Opinión / Iritzia

¿Derecho a decidir?

Fue Locke quien definió los requisitos de la libertad, de igual manera para el individuo, que para la colectividad, como la capacidad absoluta de decisión en ambos planos; sin interferencia de instancia extraña a los mismos de parte de otros individuos o, en su caso, de un poder exterior a la misma colectividad. A partir de entonces, la modernidad ha proclamado la libertad individual y colectiva como principio básico en el terreno de lo político. Todos los sistemas ideológicos insisten en la libertad como fundamento de sus planteamientos. Paradójicamente las diversas expresiones al respecto muestran diferencias insalvables y de difícil encaje en el marco de exigencias definidas por Locke.

Lo cierto es que la denominada modernidad ha contemplado una polémica permanente en el terreno ideológico y el conflicto en la praxis política en el momento de concretar la libertad. En la consiguiente conflictividad han tomado parte desde el liberalismo originario, pasando por el autoritarismo fascista, hasta el denominado socialismo en sus diversas variables.
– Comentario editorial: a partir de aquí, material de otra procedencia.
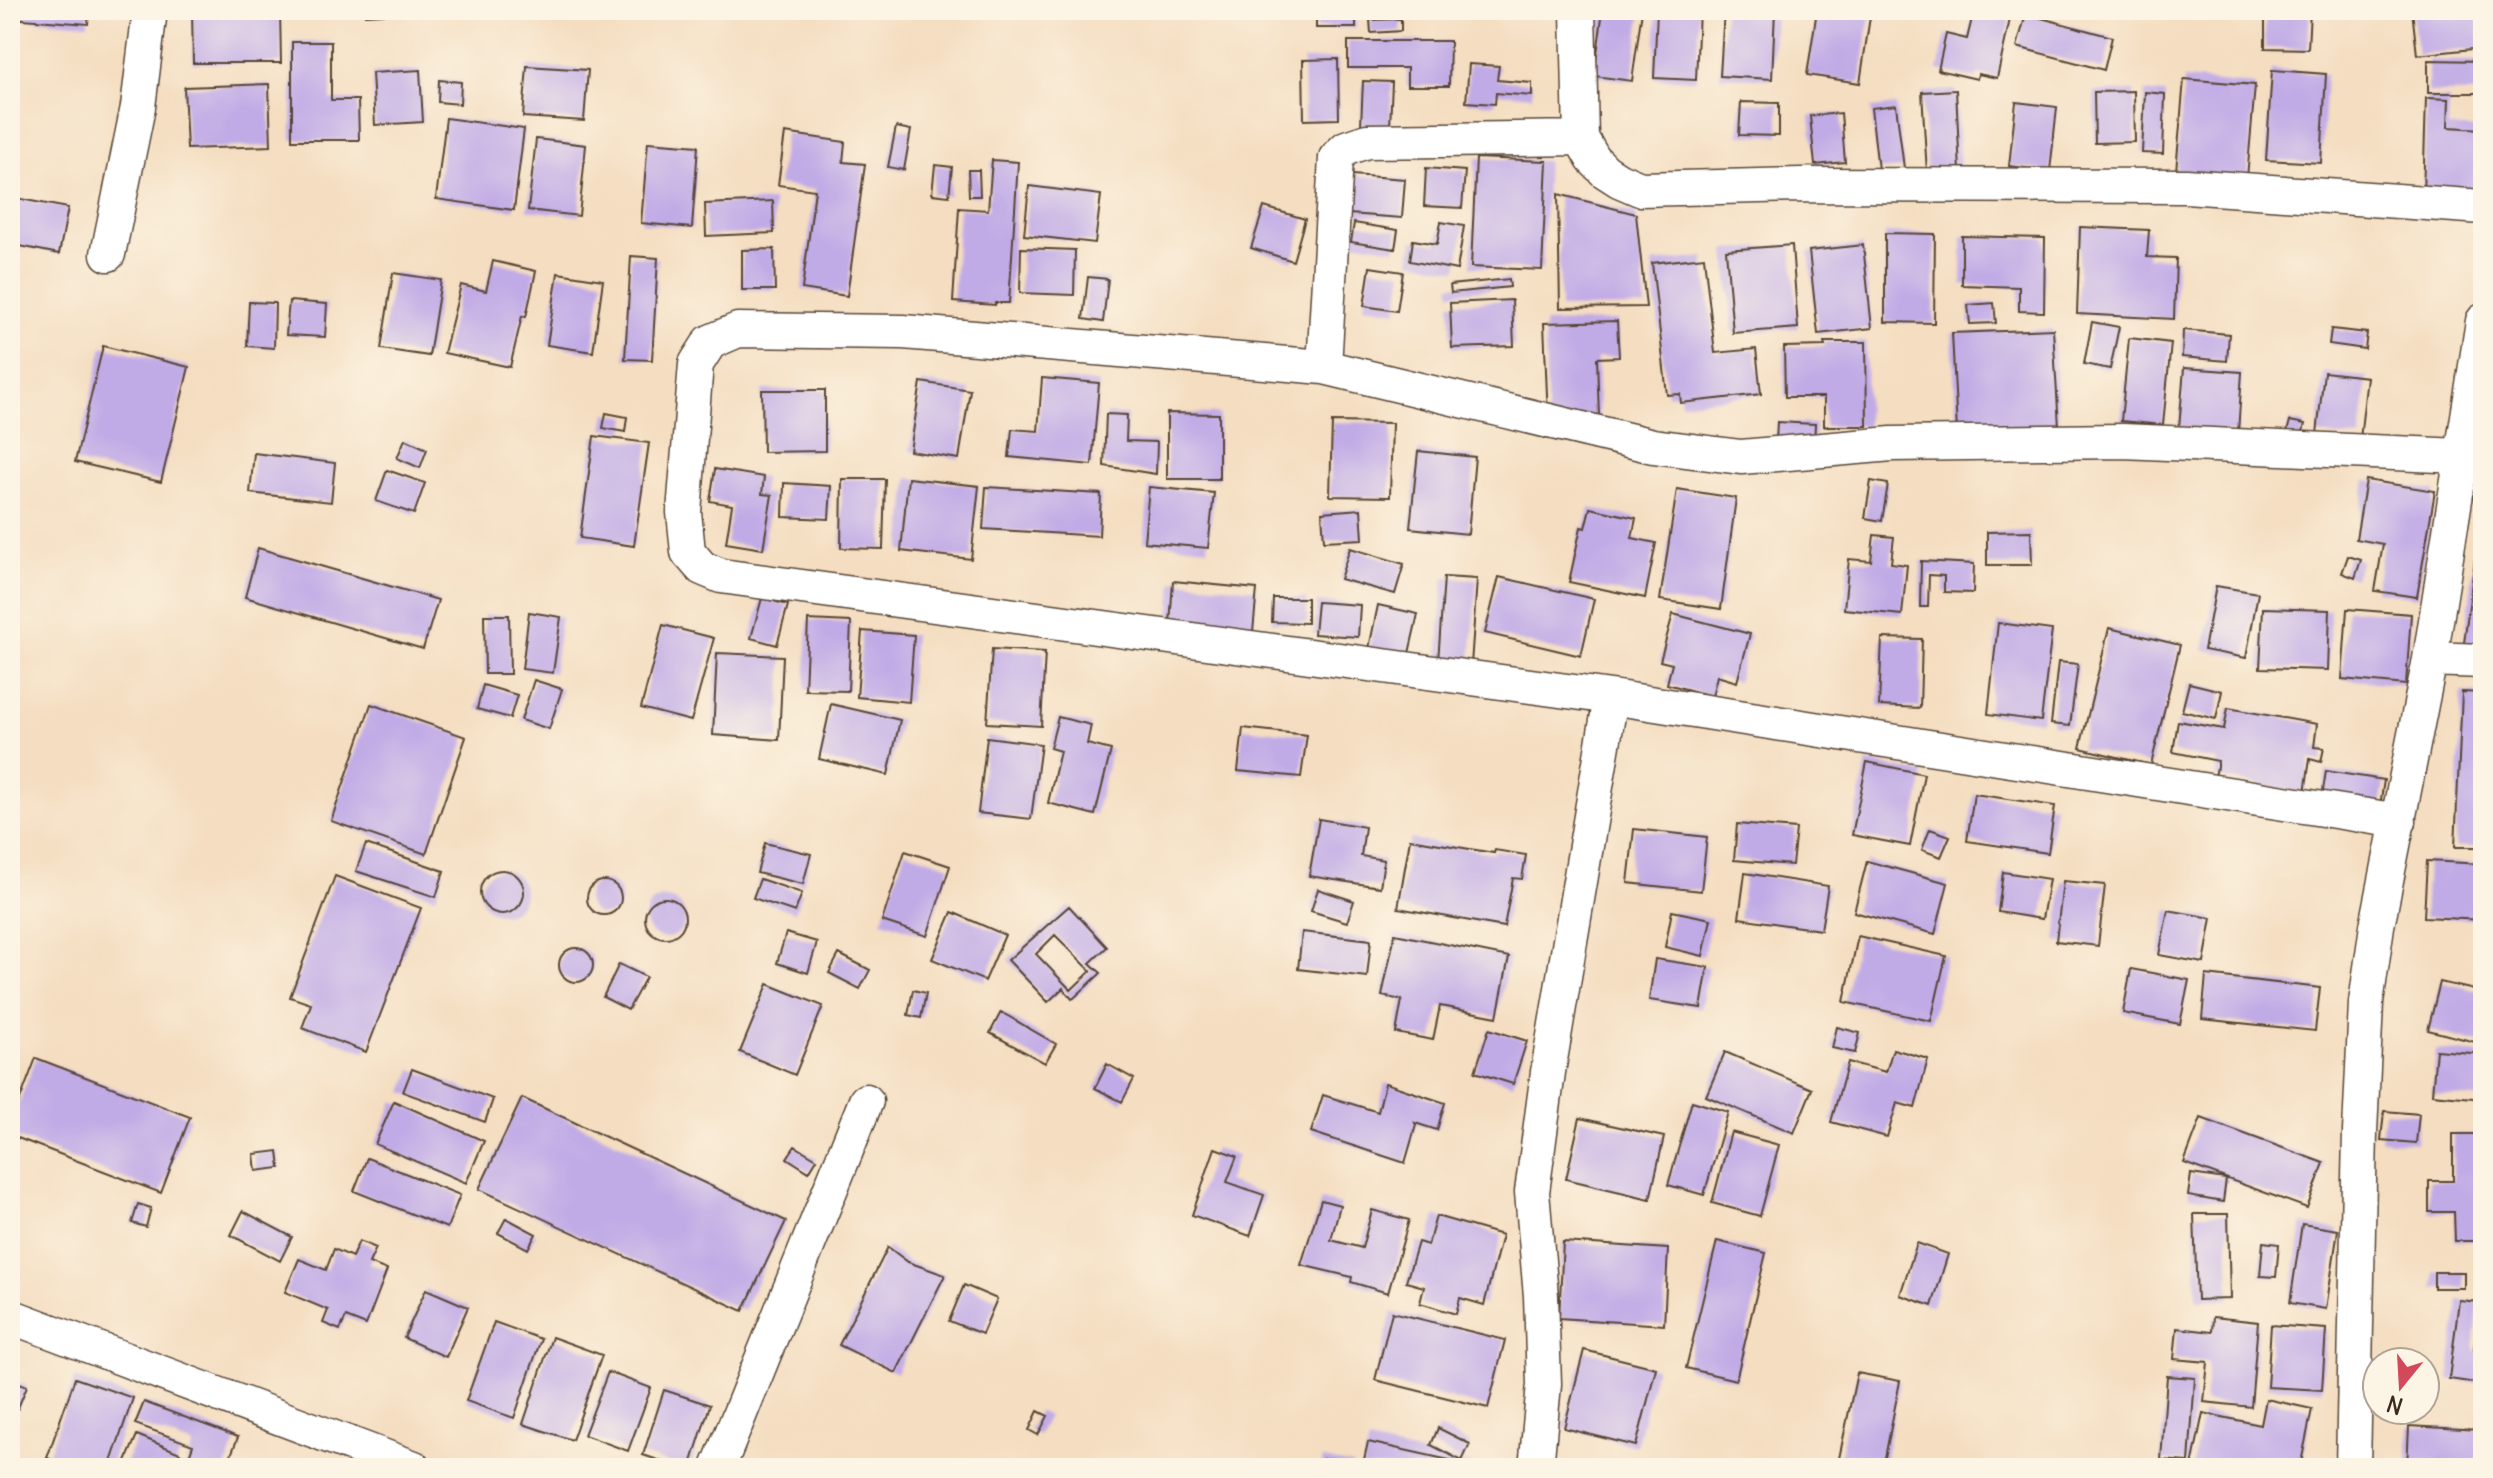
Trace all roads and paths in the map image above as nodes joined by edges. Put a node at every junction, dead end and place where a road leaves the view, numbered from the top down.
1 (150, 10) edge
2 (1578, 10) edge
3 (1581, 138) junction
4 (2483, 207) edge
5 (108, 254) dead end
6 (2483, 321) edge
7 (1324, 367) junction
8 (2461, 456) junction
9 (2430, 659) junction
10 (2483, 661) edge
11 (1611, 697) junction
12 (2399, 821) junction
13 (866, 1101) dead end
14 (10, 1316) edge
15 (414, 1468) edge
16 (718, 1468) edge
17 (1536, 1468) edge
18 (2353, 1468) edge

1 - 5 street
2 - 3 street
3 - 4 street
3 - 7 street
6 - 8 street
7 - 8 street
7 - 11 street
8 - 9 street
9 - 10 street
9 - 12 street
11 - 12 street
11 - 17 street
12 - 18 street
13 - 16 street
14 - 15 street

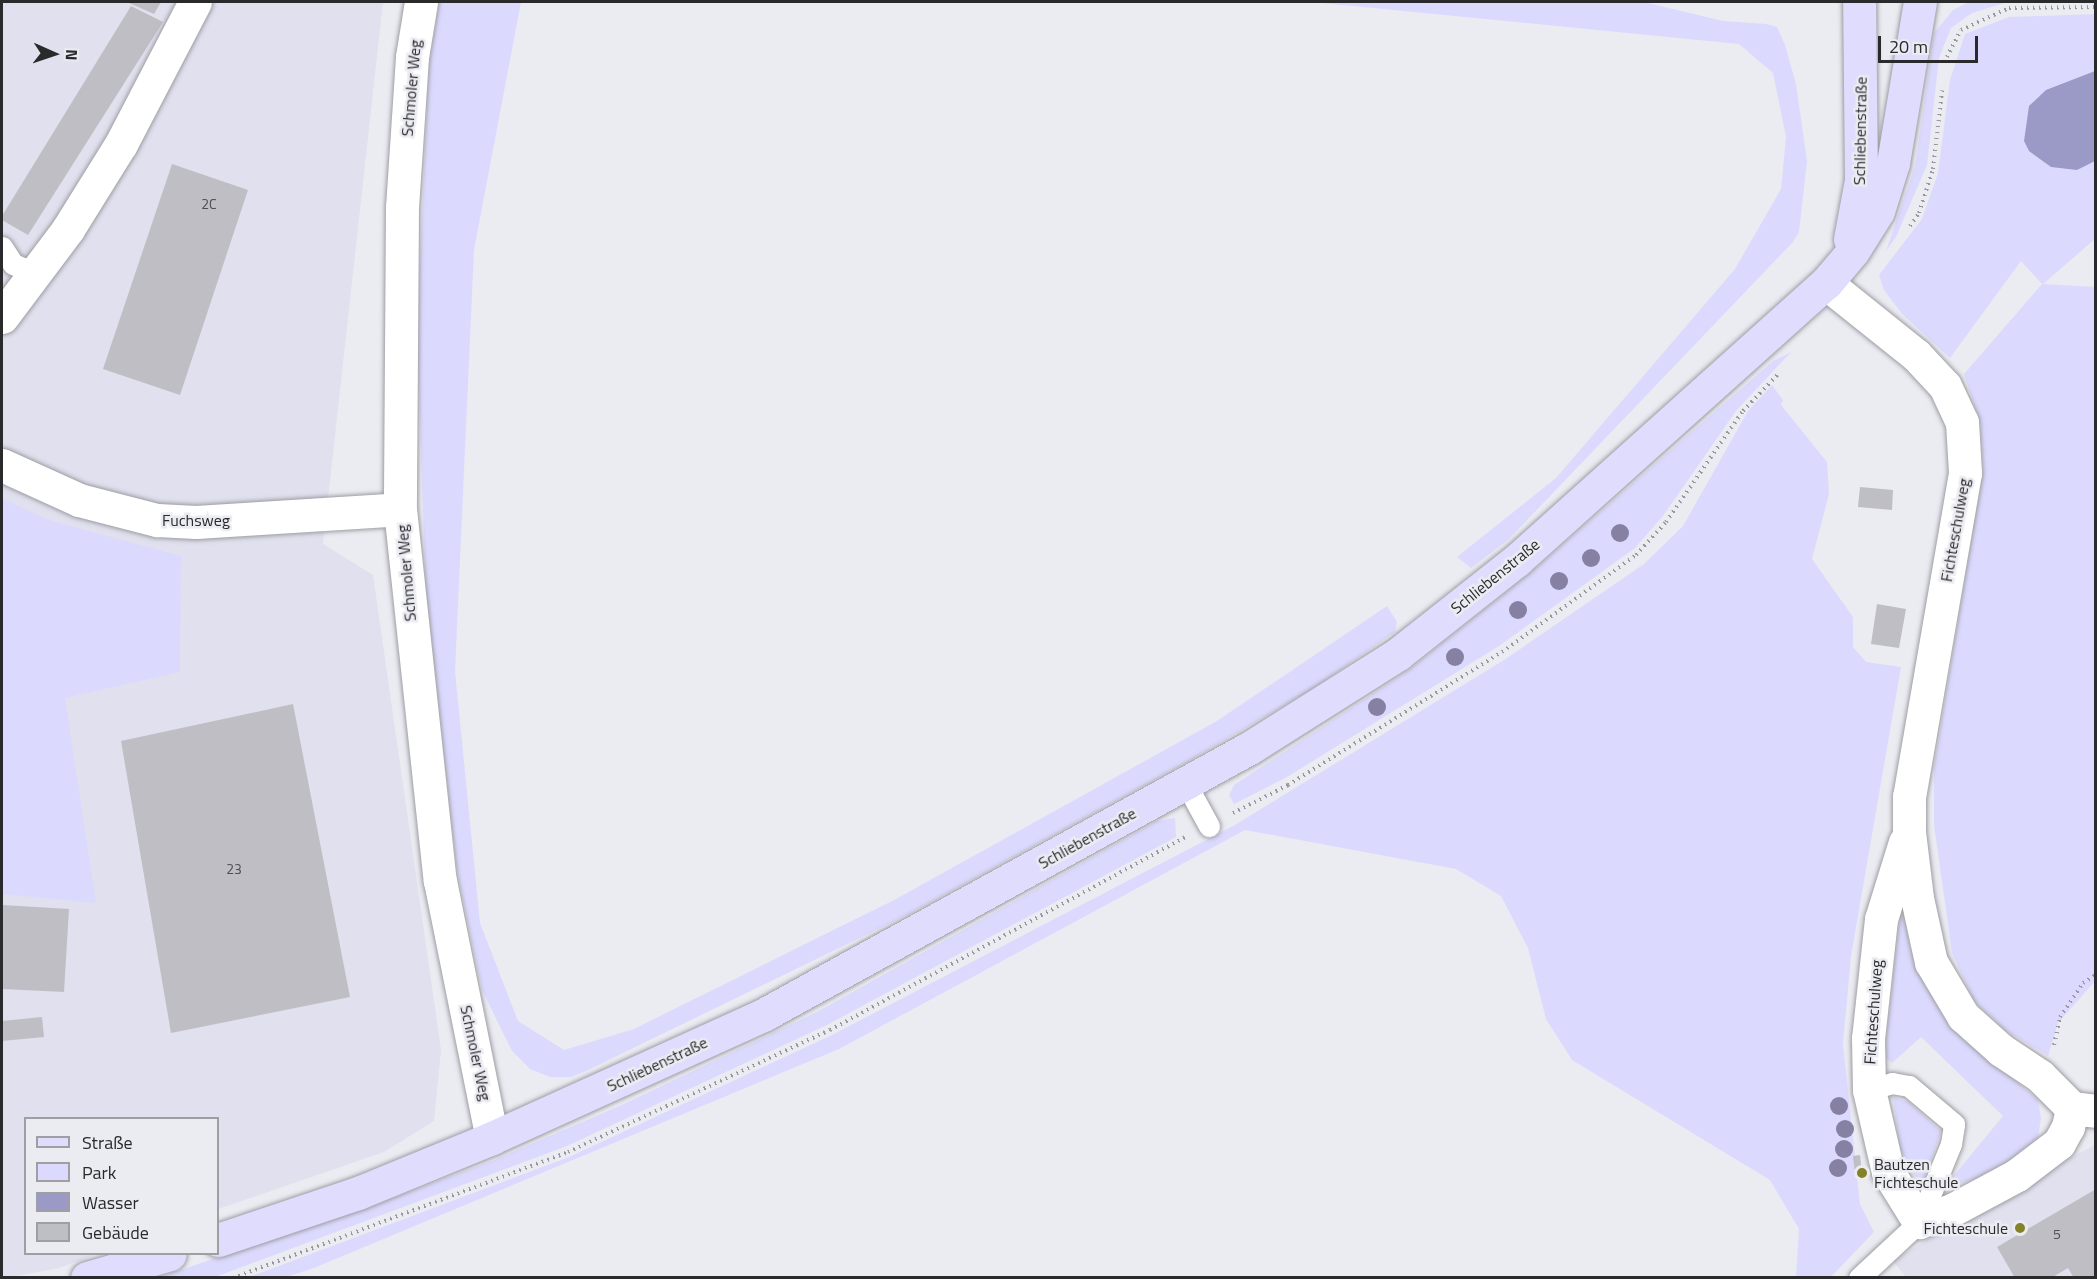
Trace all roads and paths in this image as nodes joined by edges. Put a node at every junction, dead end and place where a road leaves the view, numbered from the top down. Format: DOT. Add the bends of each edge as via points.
graph roads {
  1 [pos="195,2"];
  2 [pos="421,2"];
  3 [pos="1859,2"];
  4 [pos="1920,2"];
  5 [pos="2,246"];
  6 [pos="1836,271"];
  7 [pos="36,274"];
  8 [pos="2,317"];
  9 [pos="2,465"];
  10 [pos="400,509"];
  11 [pos="1186,784"];
  12 [pos="1209,825"];
  13 [pos="1908,832"];
  14 [pos="2096,975"];
  15 [pos="2052,1055"];
  16 [pos="1869,1090"];
  17 [pos="2084,1109"];
  18 [pos="492,1138"];
  19 [pos="1919,1222"];
  20 [pos="219,1239"];
  21 [pos="167,1255"];
  22 [pos="87,1278"];
  23 [pos="1859,1278"];
  1 -- 7 [label="street" via="121,144"];
  2 -- 10 [label="street, Schmoler Weg" via="412,57 402,207"];
  3 -- 6 [label="main road, Schliebenstraße" via="1861,180"];
  4 -- 6 [label="main road, Schliebenstraße" via="1893,163 1878,211"];
  5 -- 7 [label="lane" via="13,264"];
  6 -- 11 [label="main road, Schliebenstraße" via="1517,560 1398,654"];
  6 -- 13 [label="street, Fichteschulweg" via="1945,386 1962,422 1965,473 1909,796"];
  7 -- 8 [label="street"];
  9 -- 10 [label="street, Fuchsweg" via="79,500 157,520 196,522"];
  10 -- 18 [label="street, Schmoler Weg" via="440,881"];
  11 -- 12 [label="lane"];
  11 -- 18 [label="main road, Schliebenstraße" via="765,1014"];
  13 -- 16 [label="street, Fichteschulweg" via="1881,919 1868,1038"];
  13 -- 17 [label="street, Fichteschulweg" via="1931,962 1962,1016 2001,1050"];
  14 -- 15 [label="path" via="2083,983 2060,1017"];
  16 -- 19 [label="street, Fichteschulweg" via="1888,1172"];
  16 -- 19 [label="lane" via="1892,1083 1909,1086 1954,1124 1951,1144"];
  17 -- 19 [label="street, Fichteschulweg" via="2059,1143 2017,1175 1952,1210"];
  18 -- 20 [label="main road, Schliebenstraße" via="358,1193"];
  19 -- 23 [label="lane, Fichteschulweg"];
  21 -- 22 [label="main road"];
}
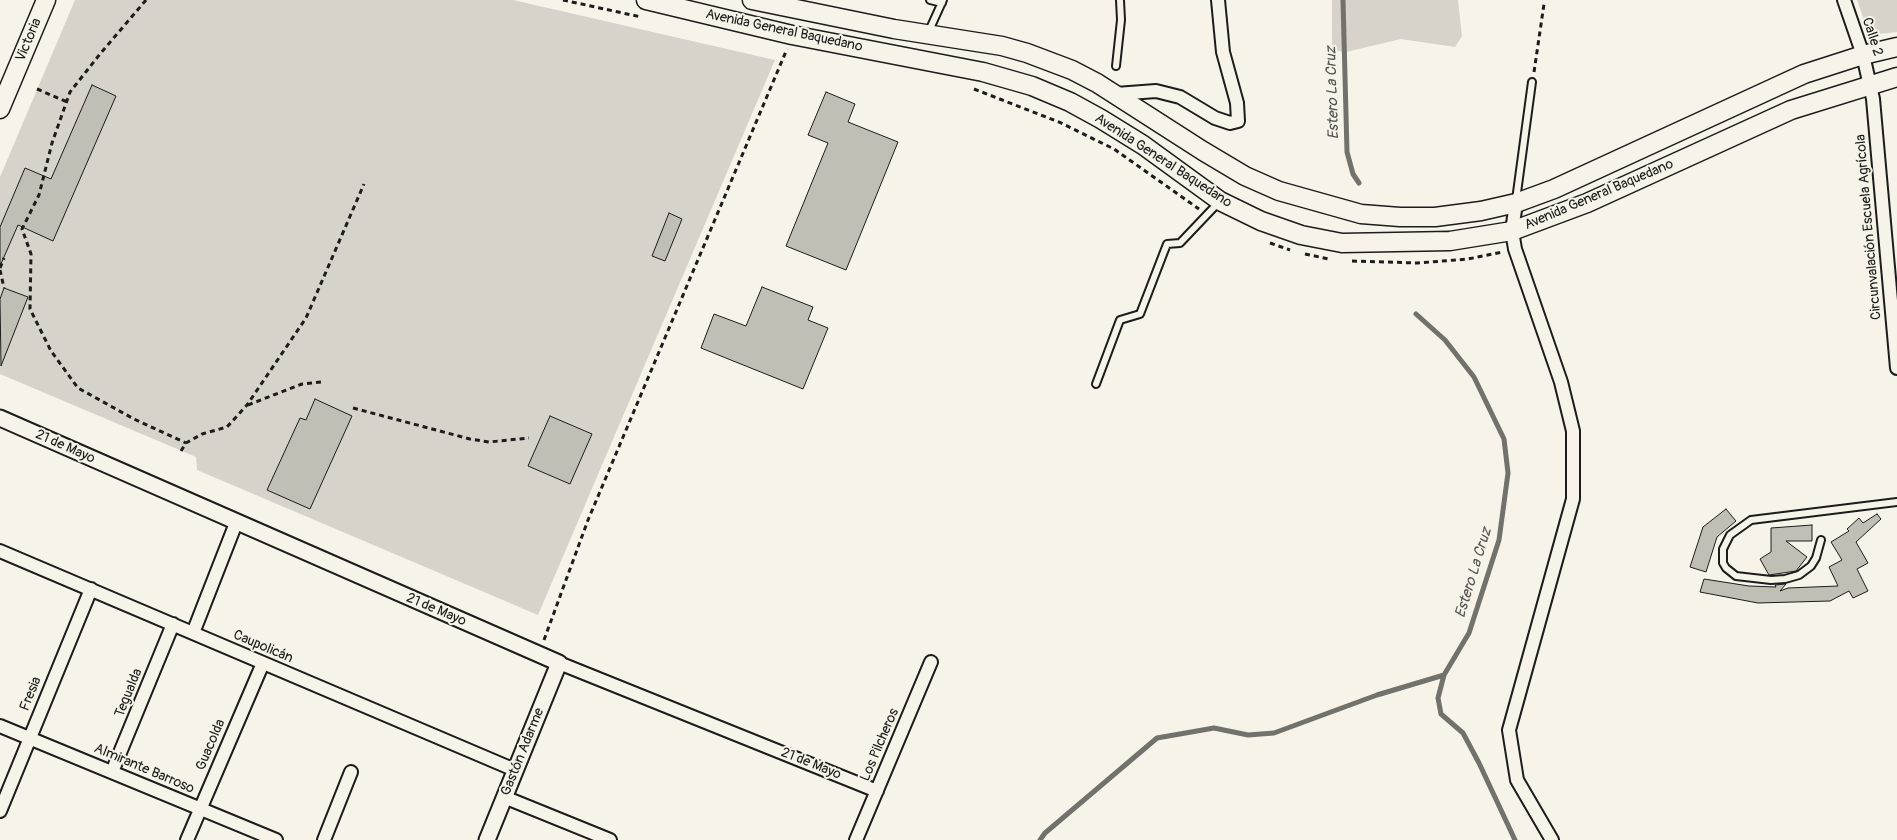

Igualmente debe considerarse el enfrentamiento en este terreno entre las potencias imperialistas europeas y los territorios ultramarinos a los que impusieron su soberanía; nada extraño, teniendo en cuenta que el conflicto también aparecía en los denominados territorios metropolitanos, por la imposición de determinadas colectividades de proyectos nacionales rechazados desde las naciones sometidas. Finalmente, las diferentes declaraciones de principios fundamentales proclamadas por la Organización de Naciones Unidas -ONU- han definido de manera diáfana los dos principios citados al principio de este escrito, como punto de partida de cualquier ordenamiento jurídico democrático.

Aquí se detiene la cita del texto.